Hot and humid air overspread the region in the spring, fuelled by above-average Gulf of Mexico sea surface temperatures. The jet stream was stronger than average, particularly the southern portion of the jet stream, due to the ongoing El Niño.
Last year’s jet stream remained stronger than normal.
In only three months, nine events caused insured losses exceeding $1 billion and two events caused losses exceeding $3 billion, according to the KCC SCS model.
One of the most destructive wind-dominant events happened on March 29 when a significant tornado outbreak developed in Iowa and Missouri before progressing into Wisconsin, Illinois and eventually Indiana, generating numerous tornadoes along the way.
Hundreds reported damaging wind gusts during this major spring SCS event and more than $3 billion in insured losses, according to the KCC SCS Model.
In mid-June, a stationary front positioned over the Southeast acted as a thunderstorm initiator, day after day, bringing repeated bouts of severe weather to the region.

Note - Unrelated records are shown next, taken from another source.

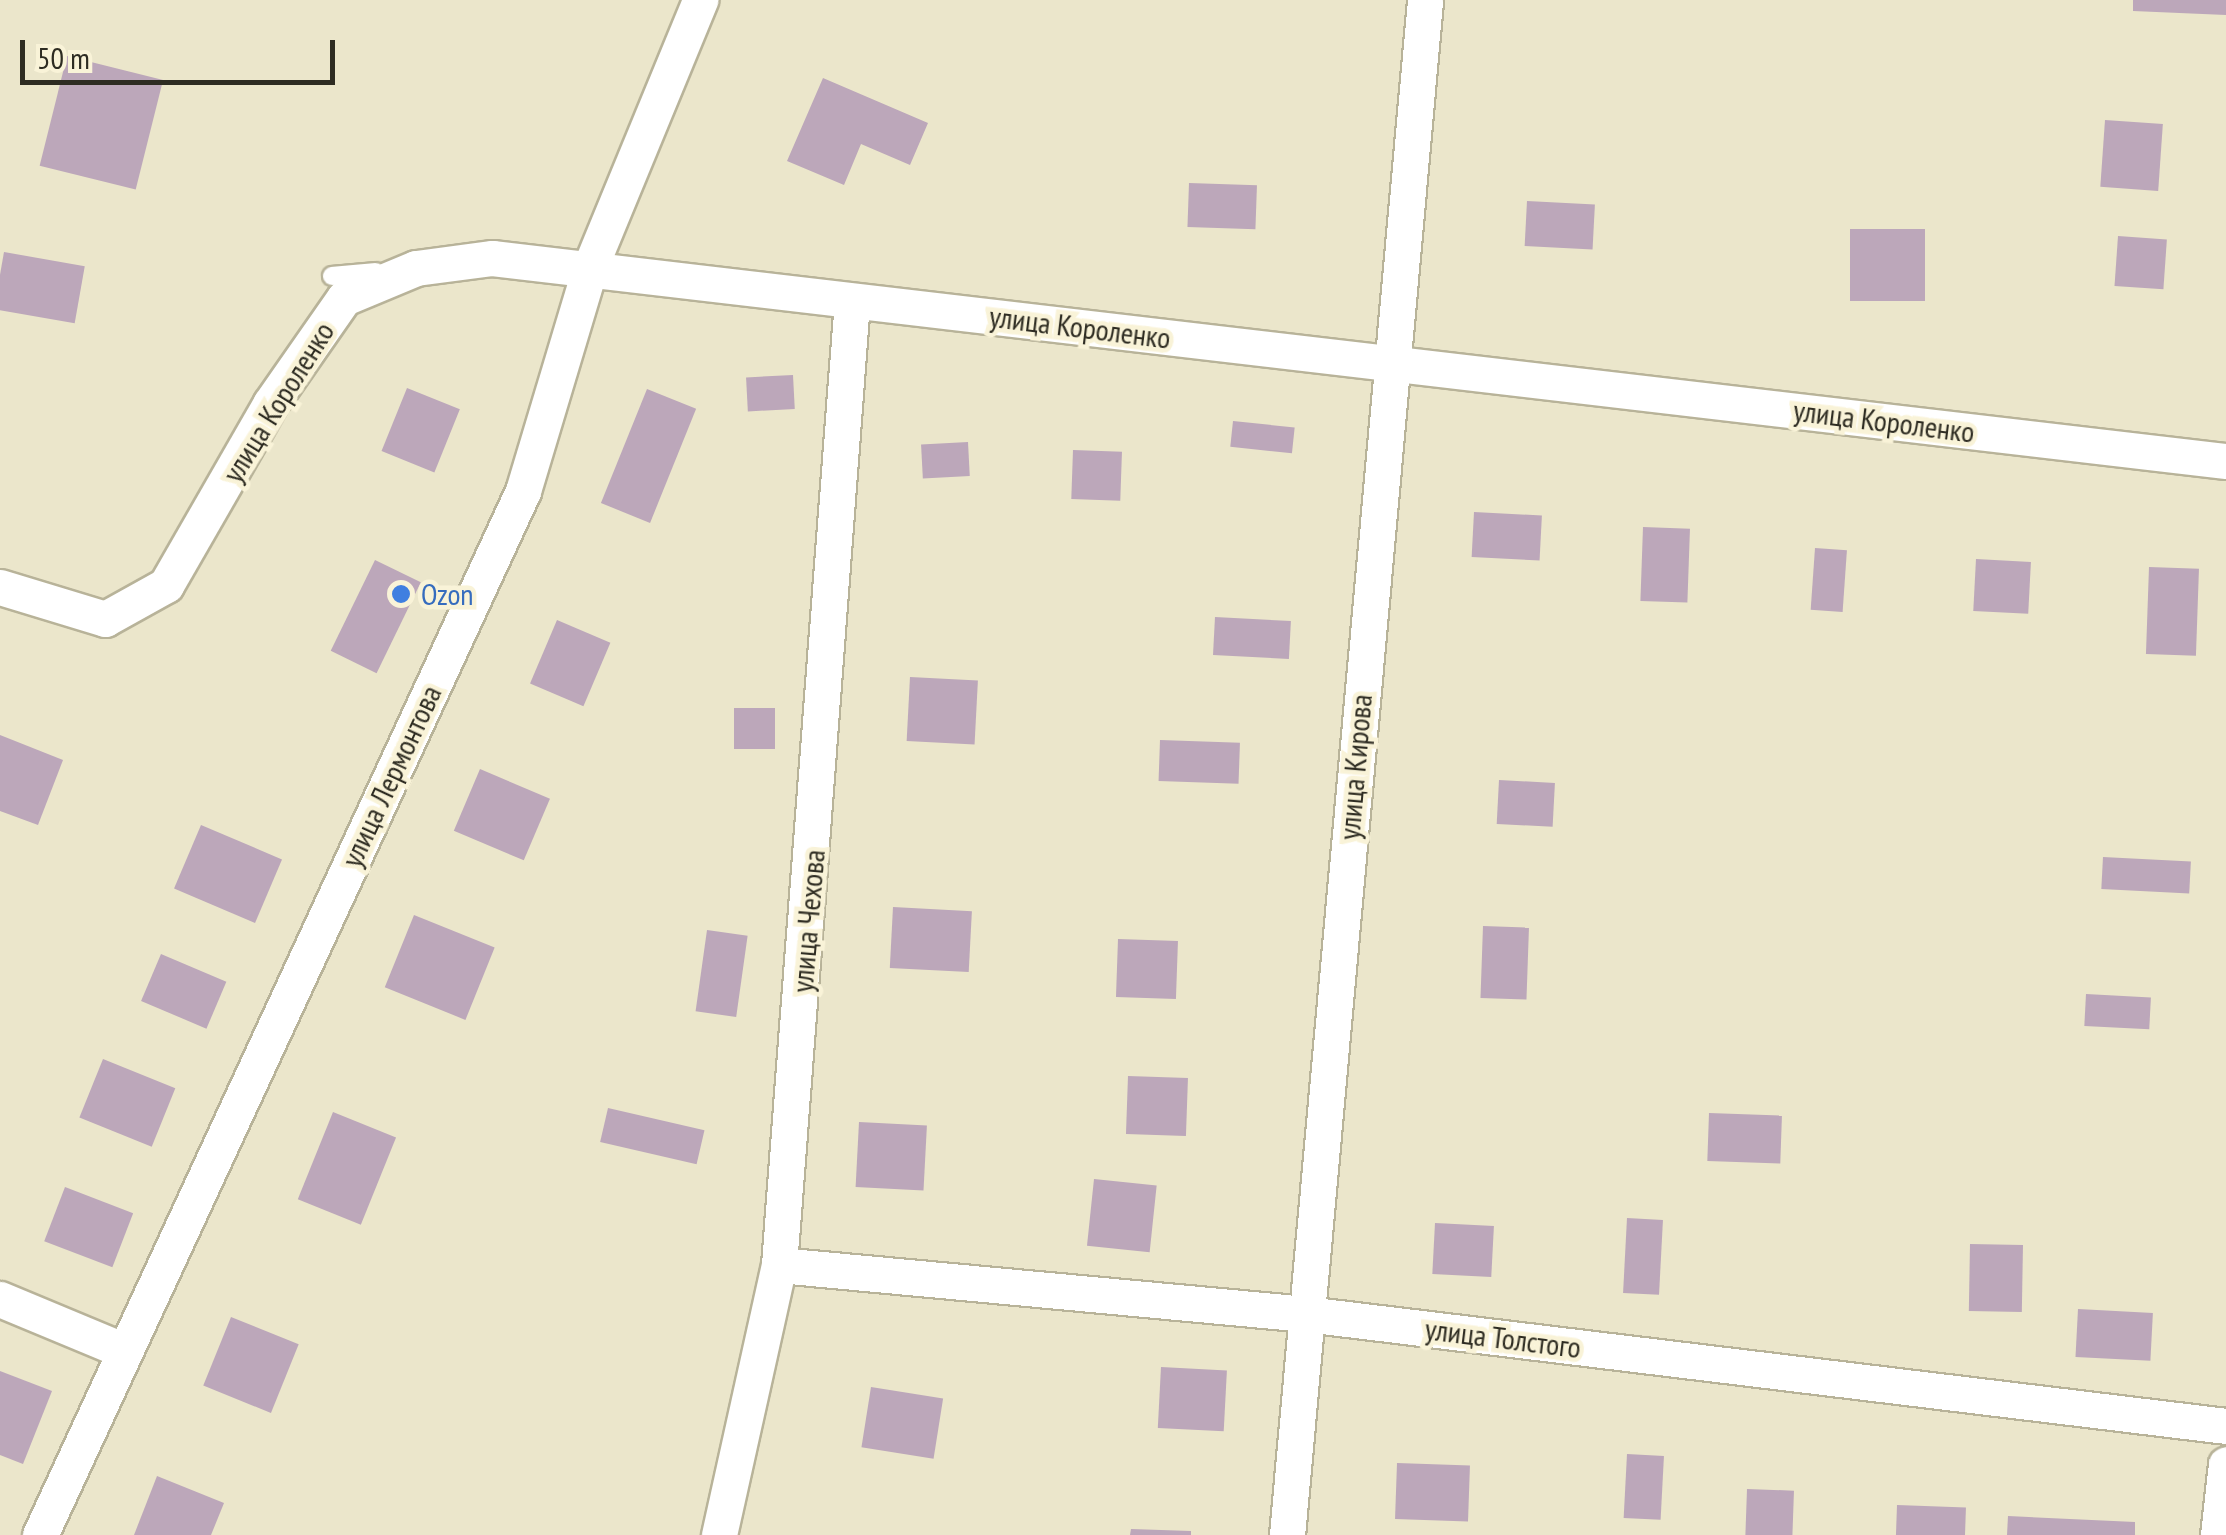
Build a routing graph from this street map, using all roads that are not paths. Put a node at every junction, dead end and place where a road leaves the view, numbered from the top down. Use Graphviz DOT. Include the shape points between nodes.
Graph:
graph roads {
  1 [pos="700,0"];
  2 [pos="1424,0"];
  3 [pos="591,264"];
  4 [pos="416,268"];
  5 [pos="332,276"];
  6 [pos="852,301"];
  7 [pos="1392,363"];
  8 [pos="2226,461"];
  9 [pos="0,588"];
  10 [pos="778,1264"];
  11 [pos="0,1299"];
  12 [pos="1306,1314"];
  13 [pos="125,1351"];
  14 [pos="2226,1426"];
  15 [pos="2226,1464"];
  16 [pos="40,1535"];
  17 [pos="719,1535"];
  18 [pos="1287,1535"];
  19 [pos="2218,1535"];
  1 -- 3 [label="street, улица Лермонтова"];
  2 -- 7 [label="street, улица Кирова"];
  3 -- 4 [label="street, улица Короленко" via="492,258"];
  3 -- 6 [label="street, улица Короленко"];
  3 -- 13 [label="street, улица Лермонтова" via="523,491"];
  4 -- 5 [label="lane"];
  4 -- 9 [label="street, улица Короленко" via="344,298 270,404 166,585 105,619"];
  6 -- 7 [label="street, улица Короленко"];
  6 -- 10 [label="street, улица Чехова"];
  7 -- 8 [label="street, улица Короленко"];
  7 -- 12 [label="street, улица Кирова"];
  10 -- 12 [label="street, улица Толстого"];
  10 -- 17 [label="street, улица Чехова"];
  11 -- 13 [label="street"];
  12 -- 14 [label="street, улица Толстого"];
  12 -- 18 [label="street, улица Кирова"];
  13 -- 16 [label="street, улица Лермонтова"];
  15 -- 19 [label="street"];
}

Much damage occurred from the amount of large hail that the storms produced, some of it 5.9in in diameter in Sanger, Texas. The weeklong weather event resulted in over 1,500 hail reports and nearly $6 billion in insured losses.
There were over 600 reports of damaging wind gusts during this major spring SCS event and more than $3 billion in insured losses, according to the KCC SCS model.
However, KCC said that while the active 2023 season led to above-average insured losses, the losses were not extreme.
“A recurrence of 2017 or 2011 would result in higher losses,” the KCC white paper stated. “Future active seasons could easily lead to losses well above those of 2023, and we are likely to see such losses again within the next five years.”